Cet élément révélateur de la stratégie de Washington pour déstabiliser les négociateurs français, pourrait ressembler à une manœuvre quasiment désespérée pour laisser une dernière chance à Boeing et pourtant, le timing est parfait. Les Etats-Unis sont finalement rentrés assez tard dans la course qui se résumait au match Rafale/Gripen en raison de son changement d’administration, va alors reprendre les choses en main. Le président Obama ne souhaite pas s’en laisser compter au Brésil par les Français et va, toujours selon Les Echos, appeler son homologue le président Lula pour lui indiquer, sans confirmation que les Etats-Unis iront loin en matière de transfert de technologies, et qu'il se porte garant du Congrès.

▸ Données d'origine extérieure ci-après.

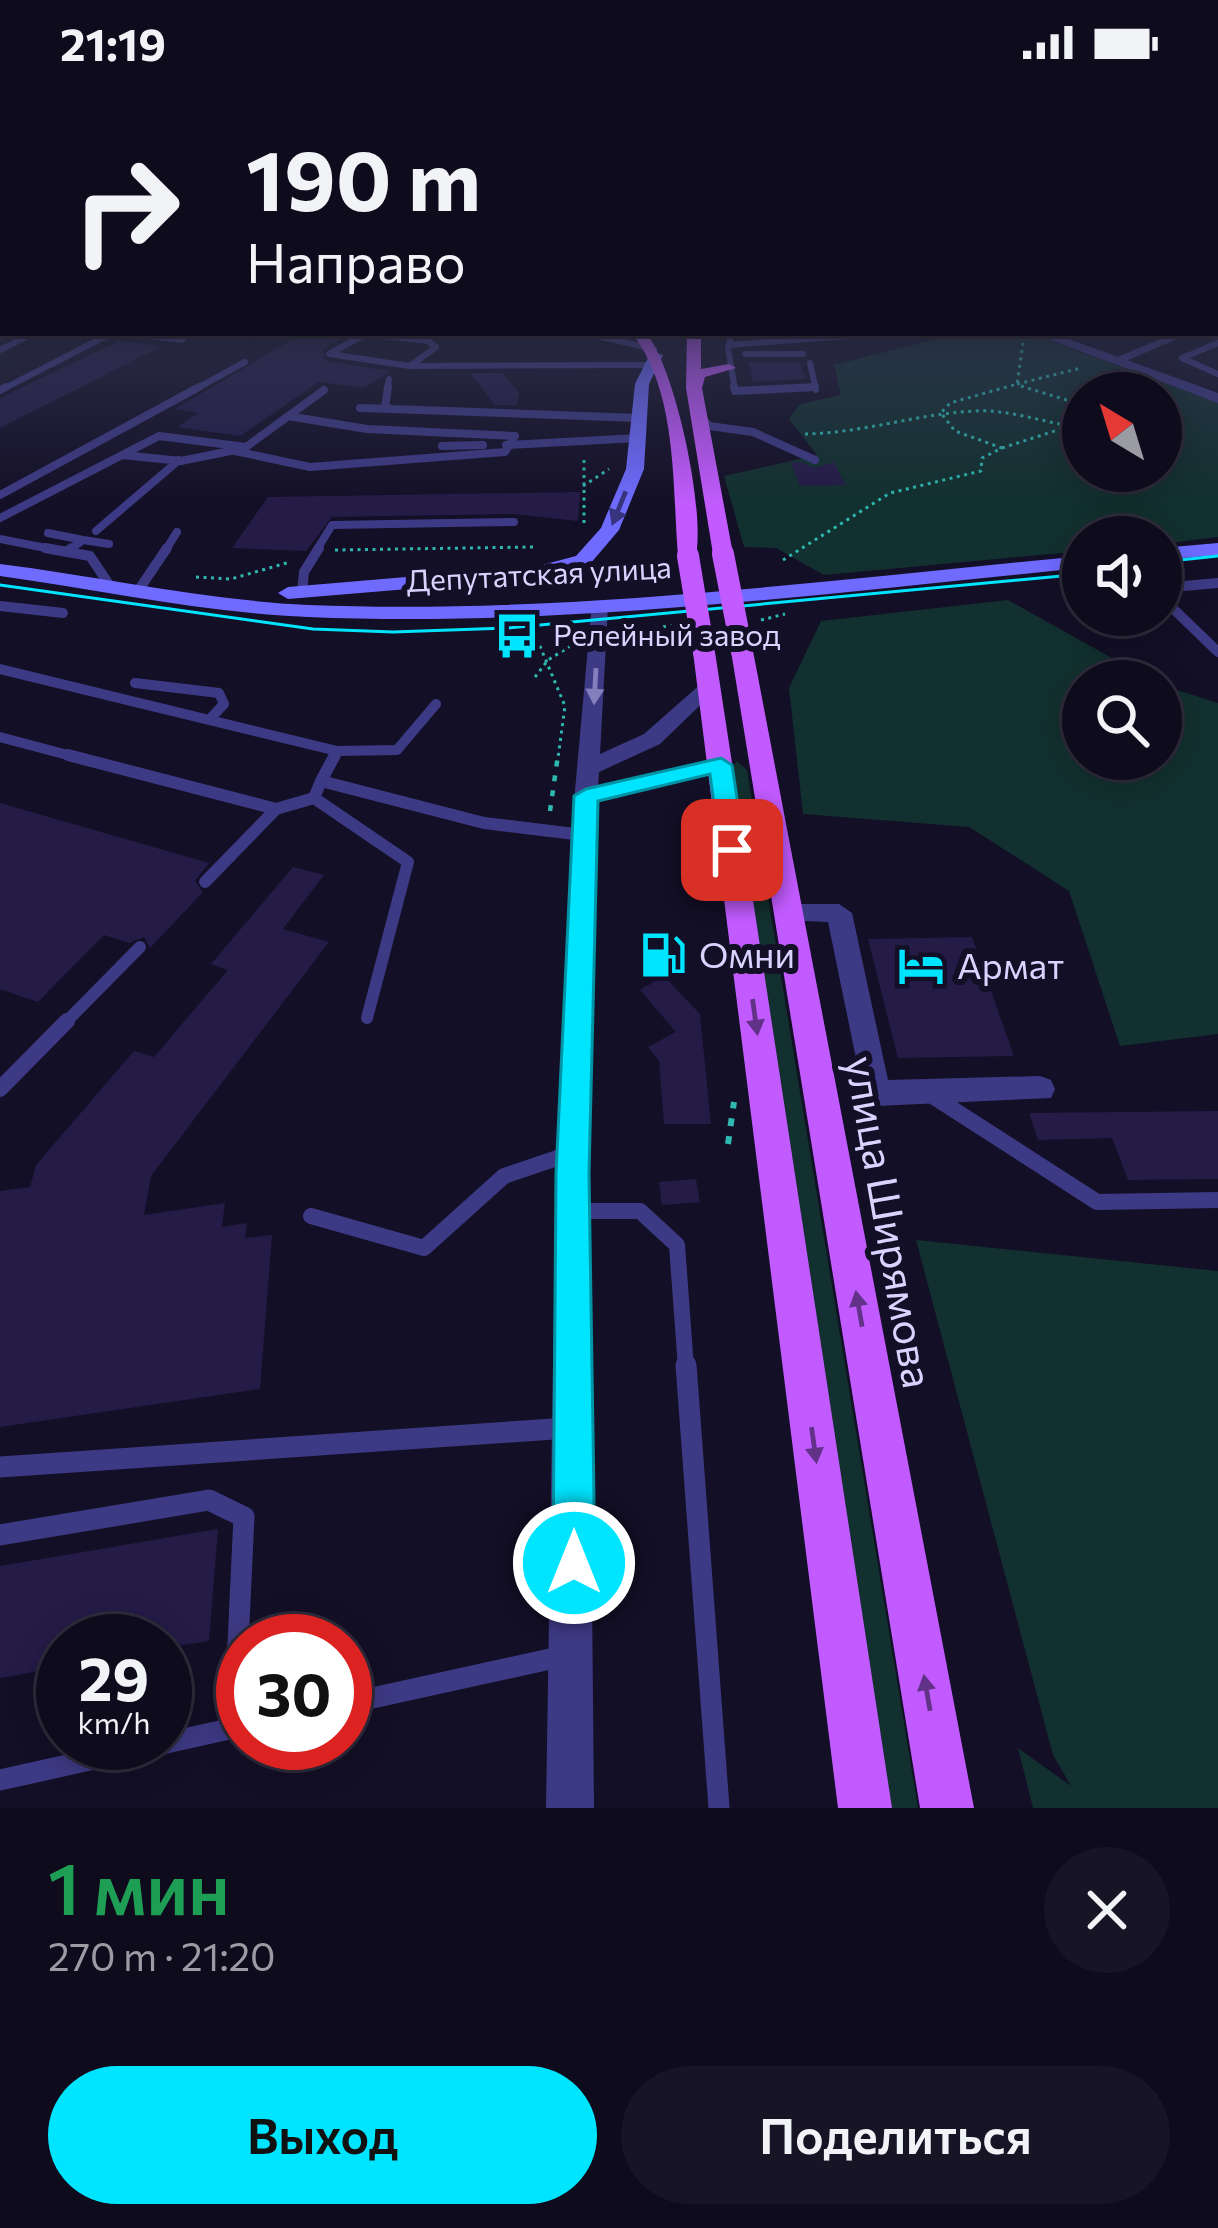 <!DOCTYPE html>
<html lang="ru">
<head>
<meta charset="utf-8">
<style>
  body { margin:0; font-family:Commissioner,sans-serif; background:#171425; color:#f1f3f6; height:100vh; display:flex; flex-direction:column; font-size:45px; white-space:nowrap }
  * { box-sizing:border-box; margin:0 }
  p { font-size:39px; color:#9b9ba3 }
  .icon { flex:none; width:66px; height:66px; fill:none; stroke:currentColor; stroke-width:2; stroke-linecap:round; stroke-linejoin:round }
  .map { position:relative; height:1724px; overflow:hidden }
  .sheet { display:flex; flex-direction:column; background:#0e0b1c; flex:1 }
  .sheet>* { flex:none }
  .banner { position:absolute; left:0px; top:0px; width:1218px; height:252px; box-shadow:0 6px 30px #0003,0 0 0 3px #2e2b3b; background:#0e0b1c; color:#f1f3f6; overflow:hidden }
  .needle { width:78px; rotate:322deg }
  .tools { position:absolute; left:1062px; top:288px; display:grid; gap:24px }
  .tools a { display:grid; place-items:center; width:120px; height:120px; border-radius:50%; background:#0e0b1c; box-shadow:0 6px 30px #0003,0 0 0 3px #2e2b3b; font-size:60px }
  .speed { position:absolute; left:36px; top:1530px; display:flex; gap:24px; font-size:60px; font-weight:700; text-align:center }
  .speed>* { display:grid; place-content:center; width:156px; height:156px; border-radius:50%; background:#0e0b1c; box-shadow:0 6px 30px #0003,0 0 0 3px #2e2b3b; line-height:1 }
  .speed small { font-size:30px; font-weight:400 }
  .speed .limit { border:18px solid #d22; background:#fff; color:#111 }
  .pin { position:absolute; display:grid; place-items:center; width:102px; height:102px; color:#fff; margin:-51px; border-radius:24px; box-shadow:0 6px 18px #0006 }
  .me { position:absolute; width:132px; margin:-66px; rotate:0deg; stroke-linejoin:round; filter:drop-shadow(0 0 9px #0008) }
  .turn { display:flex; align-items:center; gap:42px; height:252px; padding:0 48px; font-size:54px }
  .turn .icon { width:156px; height:156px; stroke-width:2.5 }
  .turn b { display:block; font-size:84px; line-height:102px }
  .round { display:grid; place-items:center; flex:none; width:126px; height:126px; border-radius:63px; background:#171425 }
  .headline { display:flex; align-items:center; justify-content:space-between; height:204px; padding:0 48px }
  h1 { font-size:72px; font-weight:600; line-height:90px; color:#1e9e55 }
  .cta { display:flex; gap:24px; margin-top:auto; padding:24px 48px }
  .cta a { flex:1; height:138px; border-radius:72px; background:#00e5ff; color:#111; font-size:48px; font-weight:600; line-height:138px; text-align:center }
  .cta a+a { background:#171425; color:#f1f3f6 }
  .status { display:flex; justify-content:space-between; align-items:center; height:84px; padding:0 60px; background:#0e0b1c; direction:ltr }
  .status svg { height:33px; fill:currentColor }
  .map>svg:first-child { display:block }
  .green { fill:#12302f; fill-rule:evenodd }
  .building { fill:#241b47 }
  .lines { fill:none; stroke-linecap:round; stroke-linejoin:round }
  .path-far2 { stroke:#2fb8b0; stroke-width:3; stroke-dasharray:3 4.5; stroke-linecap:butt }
  .path-far1 { stroke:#2fb8b0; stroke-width:4.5; stroke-dasharray:6 9; stroke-linecap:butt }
  .path { stroke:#2fb8b0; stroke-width:6; stroke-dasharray:8 10; stroke-linecap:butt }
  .service-far5 { stroke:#3d3a85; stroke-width:6 }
  .service-far4 { stroke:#3d3a85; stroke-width:8 }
  .service-far3 { stroke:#3d3a85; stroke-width:10 }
  .service-far2 { stroke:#3d3a85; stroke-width:12 }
  .service-far1 { stroke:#3d3a85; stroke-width:16 }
  .service { stroke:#3d3a85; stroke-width:21 }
  .minor { fill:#3d3a85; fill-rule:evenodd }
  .tertiary { fill:#3d3a85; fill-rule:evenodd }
  .secondary { fill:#6f6bff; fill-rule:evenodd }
  .primary { fill:#c25bff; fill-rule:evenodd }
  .tram { stroke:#00e5ff; stroke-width:3 }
  .primary-bridge { stroke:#c25bff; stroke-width:22 }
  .oneway { fill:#38347d }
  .oneway2 { fill:#837fbc }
  .oneway3 { fill:#623188 }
  .route { fill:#00e5ff; stroke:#0095a6; stroke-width:3 }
  .labels { text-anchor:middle; stroke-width:12; stroke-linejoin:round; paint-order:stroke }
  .far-street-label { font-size:30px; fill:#d9d4ff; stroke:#130f26 }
  .far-poi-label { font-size:30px; fill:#d9d4ff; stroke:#130f26; text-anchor:start }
  .poi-label { font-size:36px; fill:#d9d4ff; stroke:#130f26; text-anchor:start }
  .near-street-label { font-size:42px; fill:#d9d4ff; stroke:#130f26 }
</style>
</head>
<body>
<div class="status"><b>21:19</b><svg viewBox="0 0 49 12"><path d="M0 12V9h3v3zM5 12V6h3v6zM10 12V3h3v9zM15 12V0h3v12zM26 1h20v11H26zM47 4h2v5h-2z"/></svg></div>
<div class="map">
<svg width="1218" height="1724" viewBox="0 0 1218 1724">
  <rect width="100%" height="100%" fill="#130f26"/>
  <!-- green -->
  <path class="green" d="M959,249H1029L1218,319V453L1161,460V453H1083V467L824,491L776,464L744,463L724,392L817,371L789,335L800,320L841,311L834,281ZM1083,309H1161V387H1083Z
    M1008,516L1153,597H1083V675H1161V601L1218,619V950L1120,962L1069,807L969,743L803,730L789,604L821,537Z
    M737,677L747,686L918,1724H878L731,686Z
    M916,1156L1218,1187V1724H1033L1018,1664L1071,1702L1053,1671Z"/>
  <!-- building -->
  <path class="building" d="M303,249L349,251L323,265L325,277L391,287L364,304L319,298L240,352L177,343L198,329L175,325Z
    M119,257L162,262L0,344V314Z
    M748,278H799L806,295L753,298Z
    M470,289H502L519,308L517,321H495Z
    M800,378L815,384L834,378L845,401L800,402L791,379Z
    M580,408L578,437L514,430L332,433L306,467L232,464L268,413Z
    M0,719L209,779L195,797L203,808L150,864L144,853L129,859L104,851L38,918L0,905Z
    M293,783L324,791L283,845L329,858L151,1092L144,1131L225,1119L222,1143L247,1139L245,1154L272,1151L260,1305L0,1343V1107L30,1103L36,1081L134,967L154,973L228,886L211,880Z
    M972,853L1014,972L898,974L868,855Z
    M664,892L700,930L711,1040H664L659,977L648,963L676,948L640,906Z
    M1218,1027V1095L1128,1096L1112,1054L1038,1056L1029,1029Z
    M696,1095L700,1118L662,1121L659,1098Z
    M218,1445L209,1557L165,1564V1557H63V1583L0,1594V1482Z"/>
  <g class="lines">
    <!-- path-far2 -->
    <path class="path-far2" d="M1017,300L1081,284
      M1021,302L1073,318
      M805,350C863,349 916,330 975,327C1005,325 1040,337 1070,342
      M1002,364L1070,342L1073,318L1106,293
      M584,376V442
      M583,402L609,385
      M335,466L533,463
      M783,476L890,409L981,387L982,374L1002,364L955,347L941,329L950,319L1017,300L1023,259
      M603,484L626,485L655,498
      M196,493L231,495L290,478
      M761,536L785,530
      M618,546L672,542
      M534,548L565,622L558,674
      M535,593L548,576L577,558"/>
    <!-- path-far1 -->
    <path class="path-far1" d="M550,727L558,671"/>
    <!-- path -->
    <path class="path" d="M728,1060L734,1018"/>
    <!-- service-far5 -->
    <path class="service-far5" d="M125,249L183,256
      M584,249L654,265
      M732,249L728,264L735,306
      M366,250L428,257L436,263L410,282L329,270Z
      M1218,259L1182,274L1218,290
      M729,261L888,249
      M0,266L26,253
      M745,270H803
      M810,279L816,306
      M410,282L650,281
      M1,306L112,249
      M194,306L245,278
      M387,306L389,295"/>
    <!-- service-far4 -->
    <path class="service-far4" d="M388,303L385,323L391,325L640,334
      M734,303L735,307L815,303
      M0,306L6,303
      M360,324L391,325
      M700,332L709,342L753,348L815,376
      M506,361L638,354
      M442,362L483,361
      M235,367L310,383L505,368L515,352L367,345L288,332
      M122,371L181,377L240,365
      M0,411L199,303
      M0,434L159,352L246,363L324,306
      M96,447L179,376
      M48,449L83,456L68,467
      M0,455L61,467
      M83,456L109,460
      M165,467L177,448
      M316,467L332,441L514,438"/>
    <!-- service-far3 -->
    <path class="service-far3" d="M45,464L90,472L108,499
      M66,468L72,464
      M140,504L167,464
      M1161,504L1218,499
      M302,508L304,488L319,464
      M1161,513L1218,568
      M0,522L63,529
      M0,585L337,667L333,674
      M135,599L219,609L224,620L209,636
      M0,653L79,674
      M337,667L397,666L436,620"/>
    <!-- service-far2 -->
    <path class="service-far2" d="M68,671L276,725L314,714L321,697
      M335,671L321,697L484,739L583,751
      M314,714L408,778L367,934
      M205,798L276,725
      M64,940L140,863"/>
    <!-- service-far1 -->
    <path class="service-far1" d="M0,1005L67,937
      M931,1011L1097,1118L1218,1116
      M572,1127H640L677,1161L686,1284
      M311,1132L424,1164L504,1092L572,1069"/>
    <!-- service -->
    <path class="service" d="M686,1281L719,1724
      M0,1383L568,1344
      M0,1451L209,1416L244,1433L234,1644
      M345,1620L564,1572
      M0,1696L238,1643"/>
    <!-- minor -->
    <path class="minor" d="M1215,203H1218L1215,210Z
      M1215,225L1218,226V236L1215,235Z
      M1174,249H1191L1119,280L1108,277Z
      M592,518L608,522L600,670L644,650L703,598H717L720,602L660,660L599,688L598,702L721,674L732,681L729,686L597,717L588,1091L594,1724H546L556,1091L571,751Z
      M789,820H839L852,829L888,996L1040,992L1051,996L1055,1005L1051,1014L876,1022L865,1018L828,838L780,836L776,829Z"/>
    <!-- tertiary -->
    <path class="tertiary" d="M1032,249H1052L1218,309V319Z"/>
    <!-- secondary -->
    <path class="secondary" d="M651,268L663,271L649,300L644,385L619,446L590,480L539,494L288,515L278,509L288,503L538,482L576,472L601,444L626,385L635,300Z
      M1218,459V471L1161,476V464Z
      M1083,472V484C826,509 567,544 308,533C204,529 103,506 0,492V480C103,493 204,516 308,521C567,531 826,496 1083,472Z"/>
    <!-- primary -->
    <path class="primary" d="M632,249H646C676,285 707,432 695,476L678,472C672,400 678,309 632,249Z
      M687,249H701V285L729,280L736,284L705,293L702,304L733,470L723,476L713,470L686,304Z
      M742,560L753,567L974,1724H920L731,567Z
      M704,561L715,568L892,1724H838L693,568Z"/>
    <!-- tram -->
    <path class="tram" d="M1161,478L1218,472
      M0,501L313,545L393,548L507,544L1083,490"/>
    <!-- primary-bridge -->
    <path class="primary-bridge" d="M723,470L742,567
      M688,472L704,568"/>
  </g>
  <!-- one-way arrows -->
  <defs><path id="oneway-solid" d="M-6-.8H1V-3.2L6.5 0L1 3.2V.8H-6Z" transform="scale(3)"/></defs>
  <use class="oneway" href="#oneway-solid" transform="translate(619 424) rotate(112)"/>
  <use class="oneway2" href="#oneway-solid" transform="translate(595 602) rotate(93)"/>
  <g class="oneway3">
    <use href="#oneway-solid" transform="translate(755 933) rotate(82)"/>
    <use href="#oneway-solid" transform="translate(859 1225) rotate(-100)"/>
    <use href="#oneway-solid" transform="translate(814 1361) rotate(82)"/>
    <use href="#oneway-solid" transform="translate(927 1609) rotate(-100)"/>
  </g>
  <!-- sky -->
  <linearGradient id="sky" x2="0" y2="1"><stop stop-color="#0a0815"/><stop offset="0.43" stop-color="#333752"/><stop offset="1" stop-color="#333752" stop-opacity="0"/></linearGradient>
  <rect width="1218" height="421" fill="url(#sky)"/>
  <!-- route -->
  <path class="route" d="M721,674L732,681L745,766L741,771H723L720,766L710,690L598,717L589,1090L595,1479L589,1494L574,1500L559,1494L553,1479L556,1090L574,712L586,705Z"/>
  <!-- icons -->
  <defs>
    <g id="bus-bare" transform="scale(3.6)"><path d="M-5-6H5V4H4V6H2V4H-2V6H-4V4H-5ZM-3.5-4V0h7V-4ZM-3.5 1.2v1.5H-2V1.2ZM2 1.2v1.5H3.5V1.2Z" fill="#00e5ff" stroke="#130f26" stroke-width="2.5" paint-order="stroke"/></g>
    <g id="fuel-bare" transform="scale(3.6)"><path d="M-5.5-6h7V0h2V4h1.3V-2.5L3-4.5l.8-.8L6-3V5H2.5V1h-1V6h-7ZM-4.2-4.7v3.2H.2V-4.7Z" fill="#00e5ff" stroke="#130f26" stroke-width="2.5" paint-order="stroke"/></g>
    <g id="hotel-bare" transform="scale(3.6)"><path d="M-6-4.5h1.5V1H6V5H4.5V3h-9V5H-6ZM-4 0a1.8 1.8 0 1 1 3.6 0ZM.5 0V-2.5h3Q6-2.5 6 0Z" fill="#00e5ff" stroke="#130f26" stroke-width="2.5" paint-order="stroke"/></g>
  </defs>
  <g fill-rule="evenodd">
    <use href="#bus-bare" x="517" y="552"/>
    <use href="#fuel-bare" x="663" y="871"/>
    <use href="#hotel-bare" x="921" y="882"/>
  </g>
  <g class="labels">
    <!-- far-street labels -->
    <g class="far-street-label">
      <text transform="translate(539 491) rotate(-3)" y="10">Депутатская улица</text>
    </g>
    <!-- far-poi labels -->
    <g class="far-poi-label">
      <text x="553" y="562">Релейный завод</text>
    </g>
    <!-- poi labels -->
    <g class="poi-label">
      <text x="699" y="884">Омни</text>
      <text x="957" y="895">Армат</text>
    </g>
    <!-- near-street labels -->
    <g class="near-street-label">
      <text transform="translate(889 1138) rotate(80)" y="15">улица Ширямова</text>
    </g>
  </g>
</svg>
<div class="tools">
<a><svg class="needle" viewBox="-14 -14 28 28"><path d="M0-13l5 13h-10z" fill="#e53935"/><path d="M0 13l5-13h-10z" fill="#9b9ba3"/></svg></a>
<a><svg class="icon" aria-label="sound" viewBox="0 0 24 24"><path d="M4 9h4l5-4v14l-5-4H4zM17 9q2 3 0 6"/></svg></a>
<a><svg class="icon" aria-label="search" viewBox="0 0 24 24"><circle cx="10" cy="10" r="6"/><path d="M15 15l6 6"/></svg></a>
</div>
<div class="speed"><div>29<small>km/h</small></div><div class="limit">30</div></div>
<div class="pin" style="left:732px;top:766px;background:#d93025"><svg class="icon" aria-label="arrive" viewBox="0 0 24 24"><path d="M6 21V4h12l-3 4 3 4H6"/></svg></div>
<svg class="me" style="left:574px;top:1479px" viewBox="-20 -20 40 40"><circle r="17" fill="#00e5ff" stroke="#fff" stroke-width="3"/><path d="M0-11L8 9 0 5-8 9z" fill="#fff"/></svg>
<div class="banner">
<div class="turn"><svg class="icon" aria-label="right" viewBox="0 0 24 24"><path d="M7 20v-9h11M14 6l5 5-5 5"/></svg><div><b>190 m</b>Направо</div></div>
</div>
</div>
<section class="sheet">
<div class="headline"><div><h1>1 мин</h1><p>270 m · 21:20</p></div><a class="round"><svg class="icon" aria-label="close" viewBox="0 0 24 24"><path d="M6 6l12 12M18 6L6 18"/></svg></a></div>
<div class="cta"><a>Выход</a><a>Поделиться</a></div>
</section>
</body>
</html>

Pendant ce temps, on apprend que Boeing aurait distillé des informations négatives au sujet du Rafale, des informations parfois absurdes. Jouant dans un rapport du faible au fort comme toujours face aux Etats-Unis, Dassault est obligé de reprendre certains de ces éléments pour confirmation auprès des Brésiliens mais le mal est fait et le doute fait son apparition. Selon le journal, un haut responsable brésilien aurait présenté des éléments nettement défavorables au Rafale au président Lula et à son ministre de la Défense. Pour lui, l'heure de vol ressortirait à 21.000 dollars, près de 3 fois plus cher que celle du F/A-18, pourtant plus lourd. De plus, selon ce responsable, il aurait fallu au Brésil débourser 70 % du contrat avant de toucher le premier appareil. Appuyé par un nouveau coup de fil du président Obama confirmant que le Congrès serait finalement disposé aux échanges de technologie, le rapport du haut fonctionnaire porte, malgré l’absurdité de ce dernier. Sur des contrats aussi stratégiques, même les ficelles les plus grosses suffisent à faire apparaitre le doute dans les esprits. Le tout étant de le faire au bon moment et avec la bonne personne. Inutile de rajouter que les Américains sont passés maîtres dans cette discipline.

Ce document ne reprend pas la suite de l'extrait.